[Stored dataset items]
Content starts

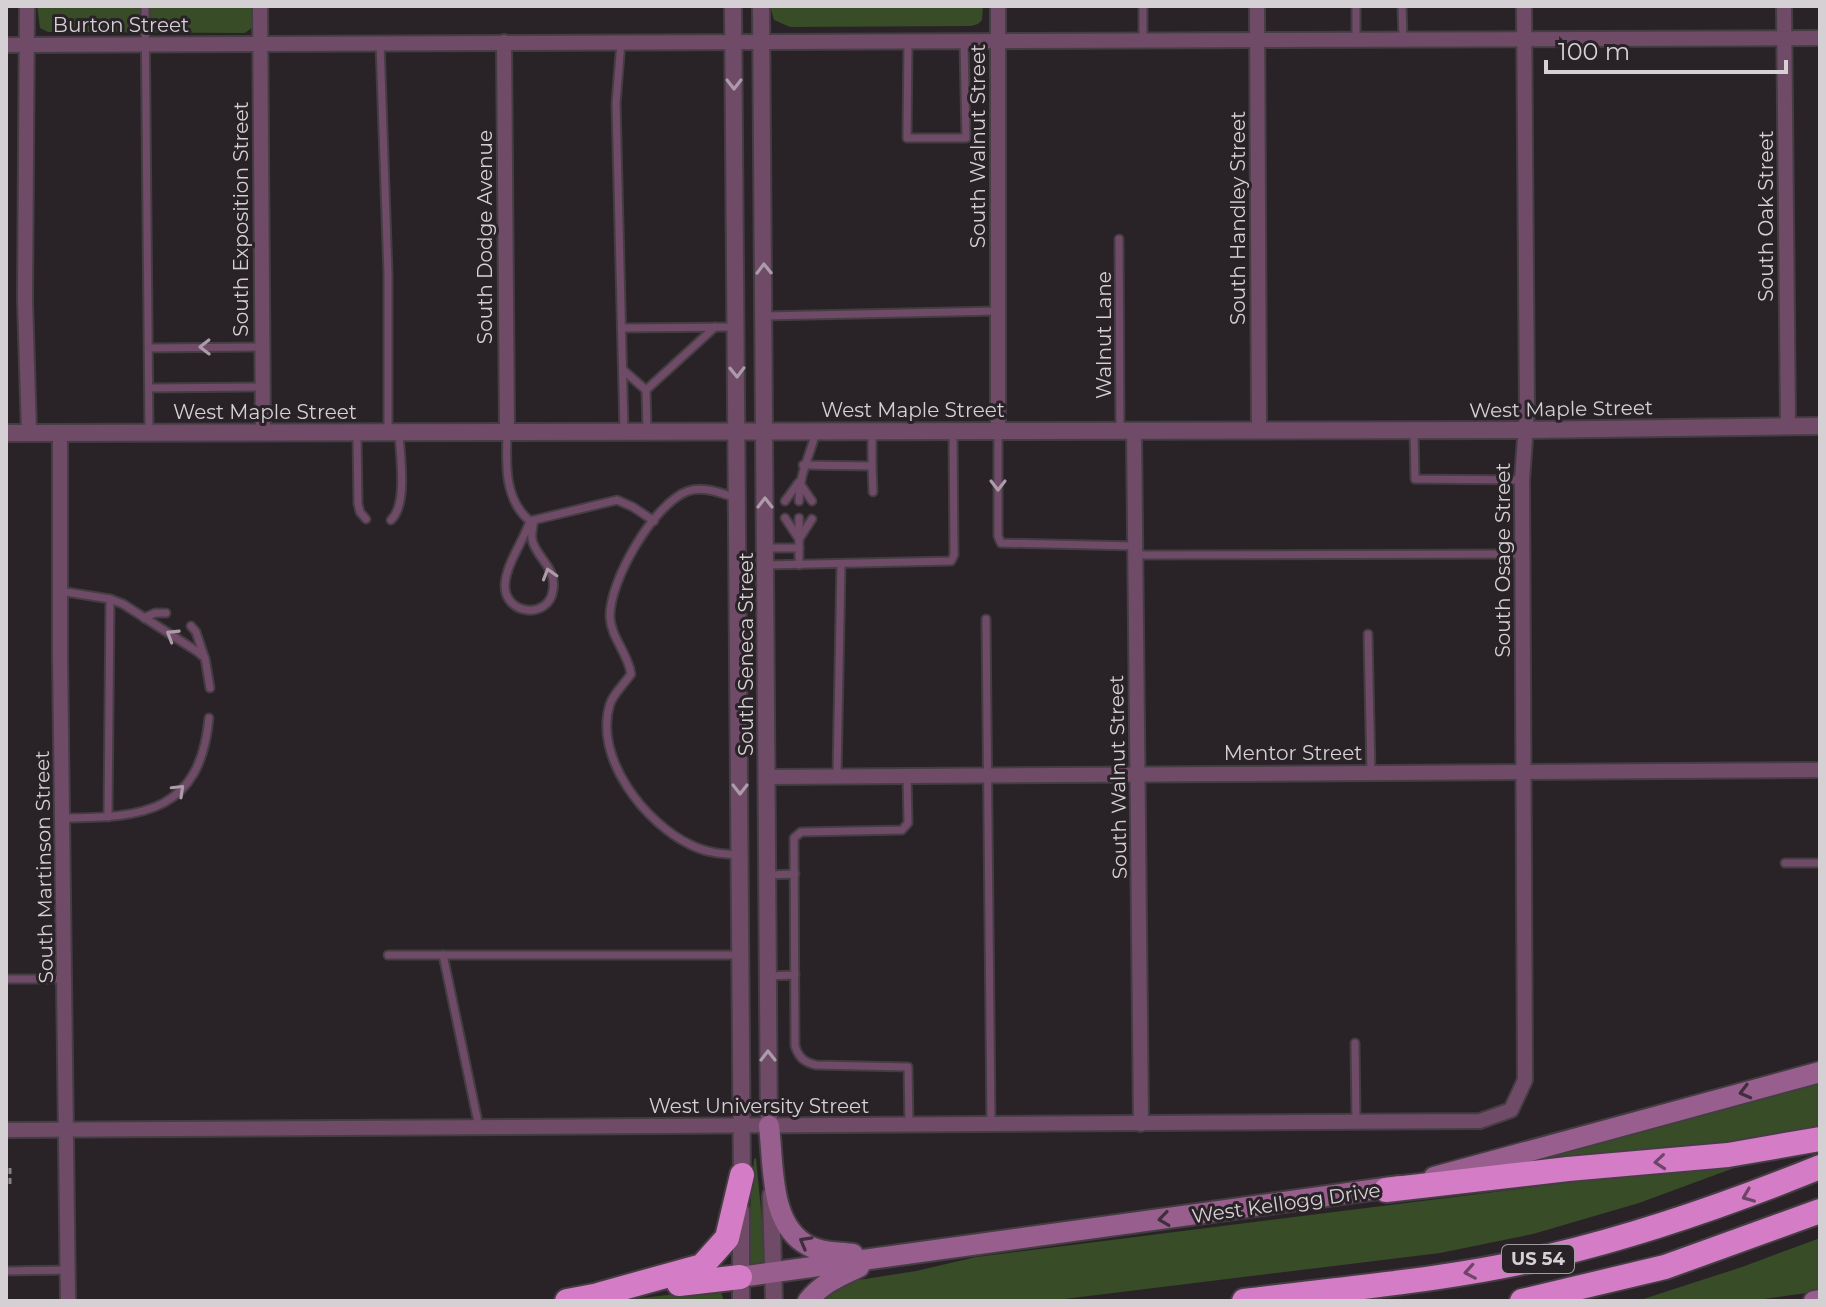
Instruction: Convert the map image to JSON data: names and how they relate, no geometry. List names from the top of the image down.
{
  "streets": {
    "highway": ["US 54"],
    "main road": ["West Kellogg Drive"],
    "street": [
      "Burton Street",
      "South Walnut Street",
      "South Oak Street",
      "South Handley Street",
      "South Exposition Street",
      "South Dodge Avenue",
      "West Maple Street",
      "South Osage Street",
      "South Seneca Street",
      "Mentor Street",
      "South Martinson Street",
      "West University Street"
    ],
    "lane": ["Walnut Lane"]
  },
  "crossings": [
    ["Burton Street", "South Walnut Street"],
    ["Burton Street", "South Oak Street"],
    ["Burton Street", "South Handley Street"],
    ["Burton Street", "South Exposition Street"],
    ["Burton Street", "South Dodge Avenue"],
    ["Burton Street", "South Osage Street"],
    ["Burton Street", "South Seneca Street"],
    ["South Walnut Street", "Walnut Lane"],
    ["South Walnut Street", "West Maple Street"],
    ["South Walnut Street", "Mentor Street"],
    ["South Walnut Street", "West University Street"],
    ["South Oak Street", "West Maple Street"],
    ["South Handley Street", "West Maple Street"],
    ["South Exposition Street", "West Maple Street"],
    ["South Dodge Avenue", "West Maple Street"],
    ["Walnut Lane", "West Maple Street"],
    ["West Maple Street", "South Osage Street"],
    ["West Maple Street", "South Seneca Street"],
    ["West Maple Street", "South Martinson Street"],
    ["South Osage Street", "Mentor Street"],
    ["South Osage Street", "West University Street"],
    ["South Seneca Street", "Mentor Street"],
    ["South Seneca Street", "West University Street"],
    ["South Seneca Street", "West Kellogg Drive"],
    ["South Martinson Street", "West University Street"]
  ],
  "one_way": ["West Kellogg Drive"],
  "scale_bar": "100 m"
}
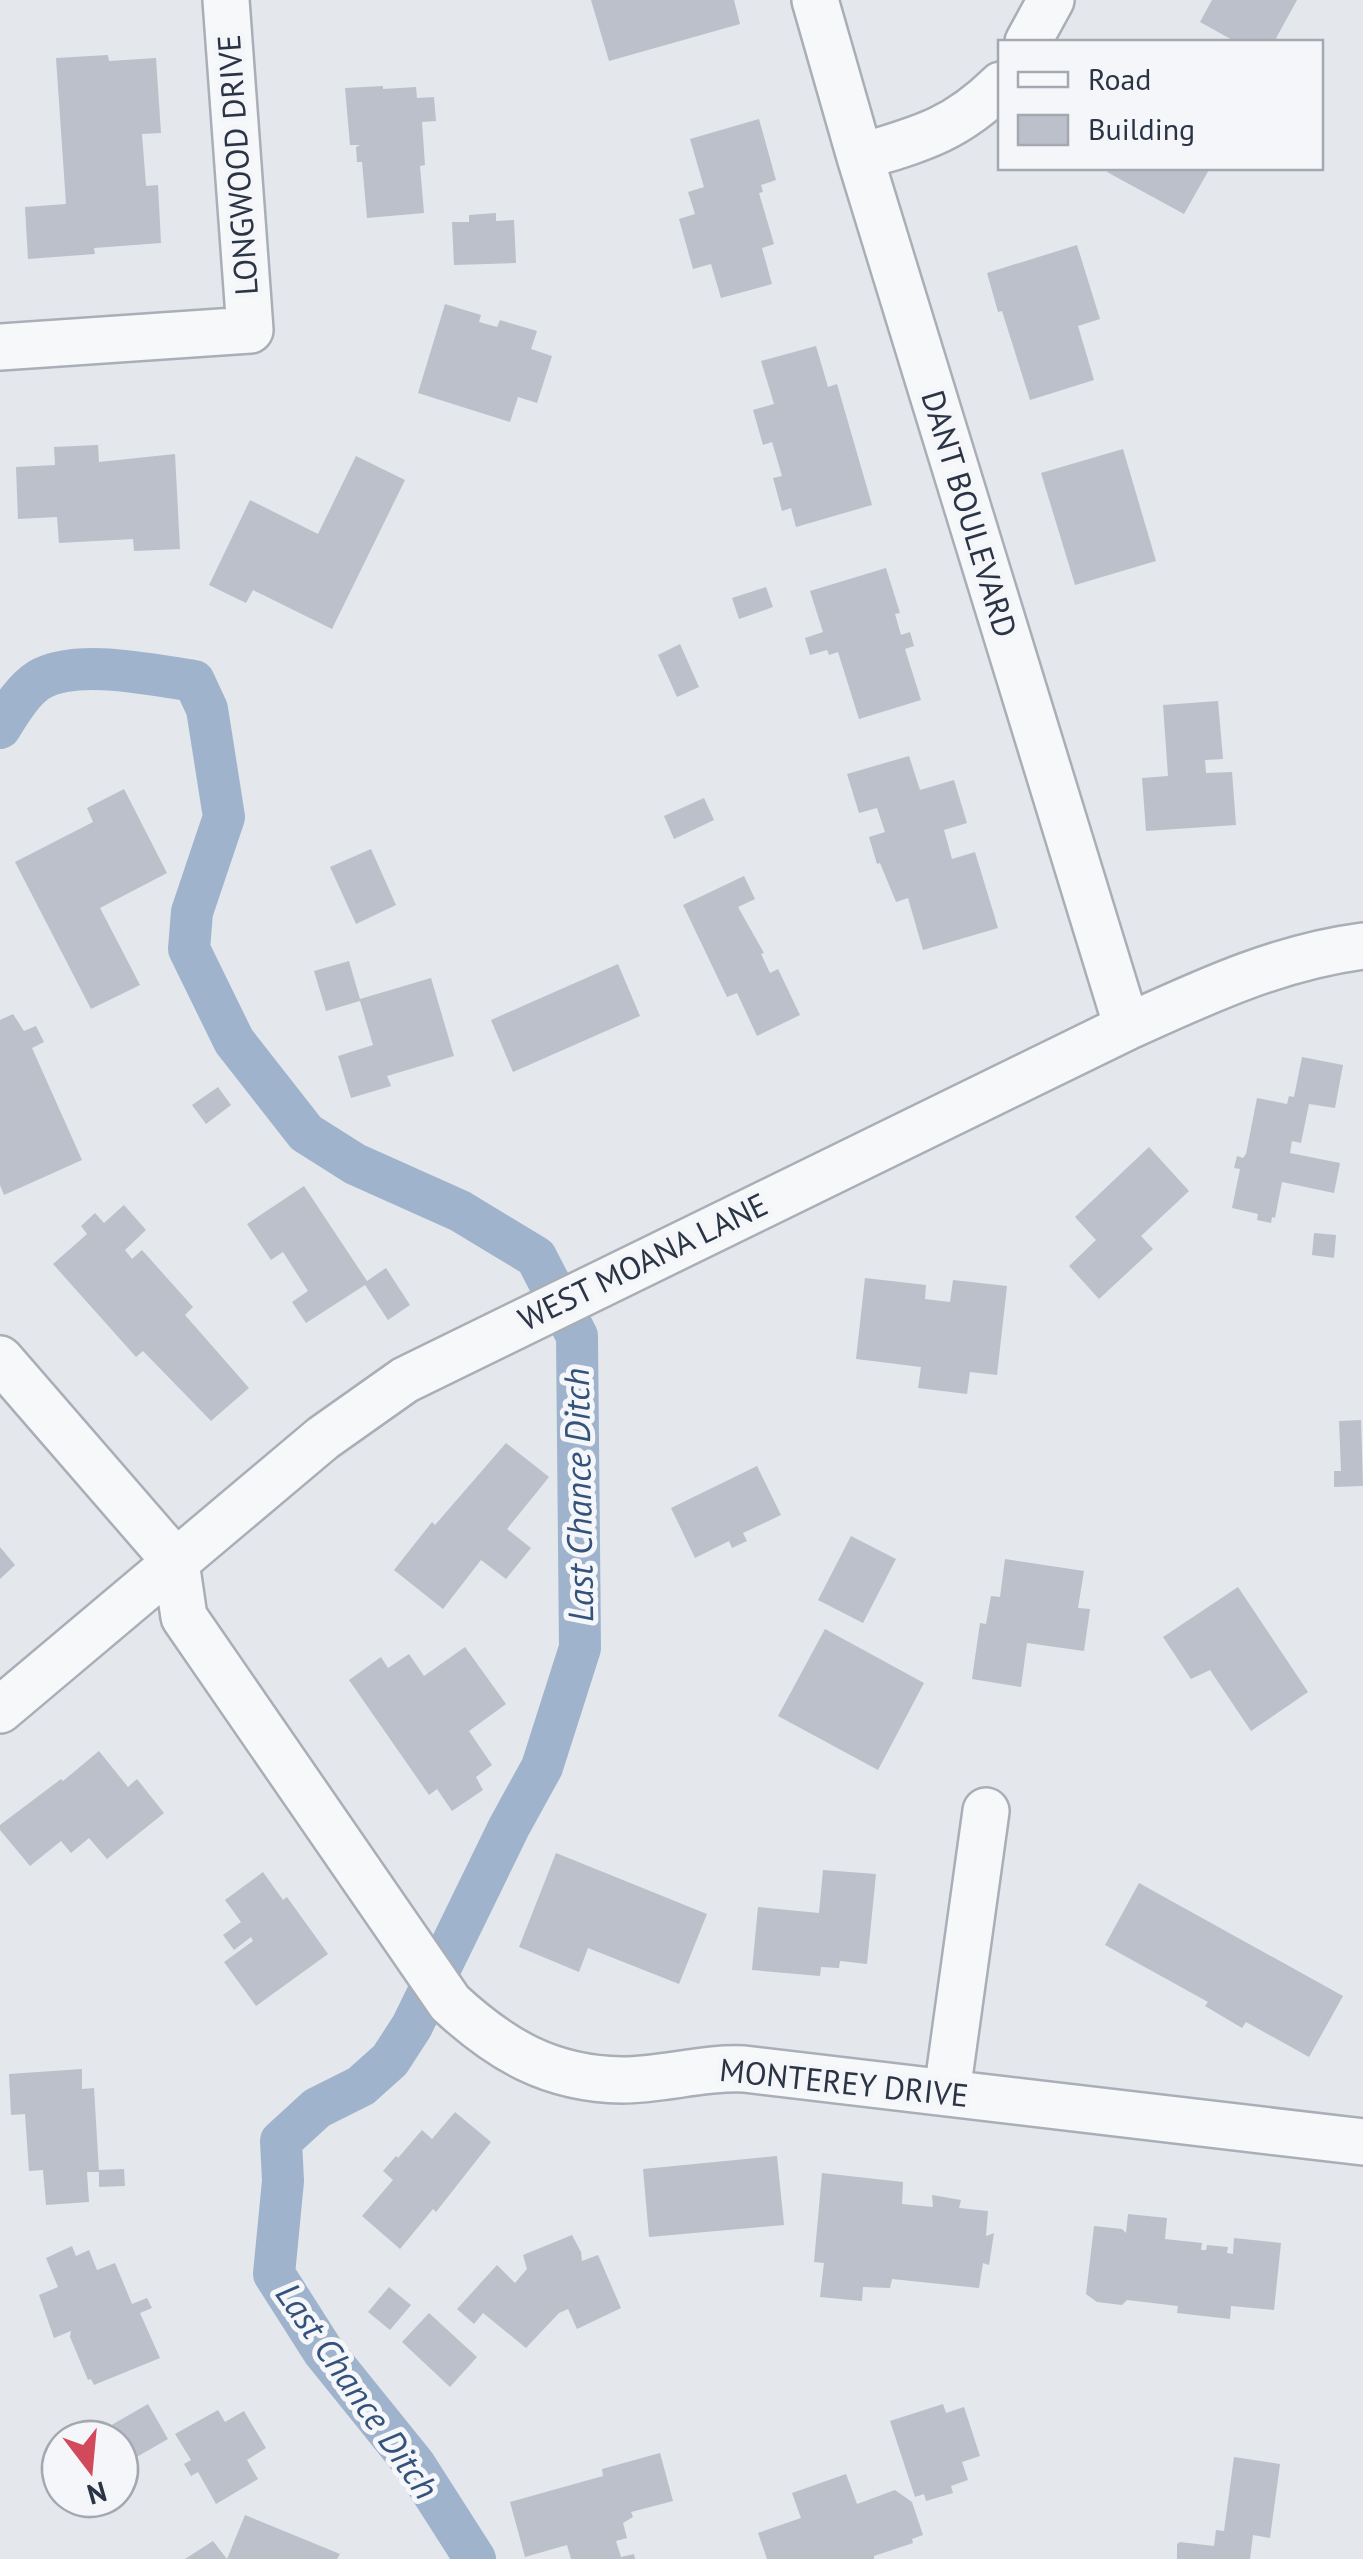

Content ends

Task
Your copy should match the entries exactly, minus the pictures.

Answer section
Instruction: Convert the map image to JSON data: names and how they relate, no geometry. List names from the top of the image down.
{
  "streets": {
    "highway": ["US 54"],
    "main road": ["West Kellogg Drive"],
    "street": [
      "Burton Street",
      "South Walnut Street",
      "South Oak Street",
      "South Handley Street",
      "South Exposition Street",
      "South Dodge Avenue",
      "West Maple Street",
      "South Osage Street",
      "South Seneca Street",
      "Mentor Street",
      "South Martinson Street",
      "West University Street"
    ],
    "lane": ["Walnut Lane"]
  },
  "crossings": [
    ["Burton Street", "South Walnut Street"],
    ["Burton Street", "South Oak Street"],
    ["Burton Street", "South Handley Street"],
    ["Burton Street", "South Exposition Street"],
    ["Burton Street", "South Dodge Avenue"],
    ["Burton Street", "South Osage Street"],
    ["Burton Street", "South Seneca Street"],
    ["South Walnut Street", "Walnut Lane"],
    ["South Walnut Street", "West Maple Street"],
    ["South Walnut Street", "Mentor Street"],
    ["South Walnut Street", "West University Street"],
    ["South Oak Street", "West Maple Street"],
    ["South Handley Street", "West Maple Street"],
    ["South Exposition Street", "West Maple Street"],
    ["South Dodge Avenue", "West Maple Street"],
    ["Walnut Lane", "West Maple Street"],
    ["West Maple Street", "South Osage Street"],
    ["West Maple Street", "South Seneca Street"],
    ["West Maple Street", "South Martinson Street"],
    ["South Osage Street", "Mentor Street"],
    ["South Osage Street", "West University Street"],
    ["South Seneca Street", "Mentor Street"],
    ["South Seneca Street", "West University Street"],
    ["South Seneca Street", "West Kellogg Drive"],
    ["South Martinson Street", "West University Street"]
  ],
  "one_way": ["West Kellogg Drive"],
  "scale_bar": "100 m"
}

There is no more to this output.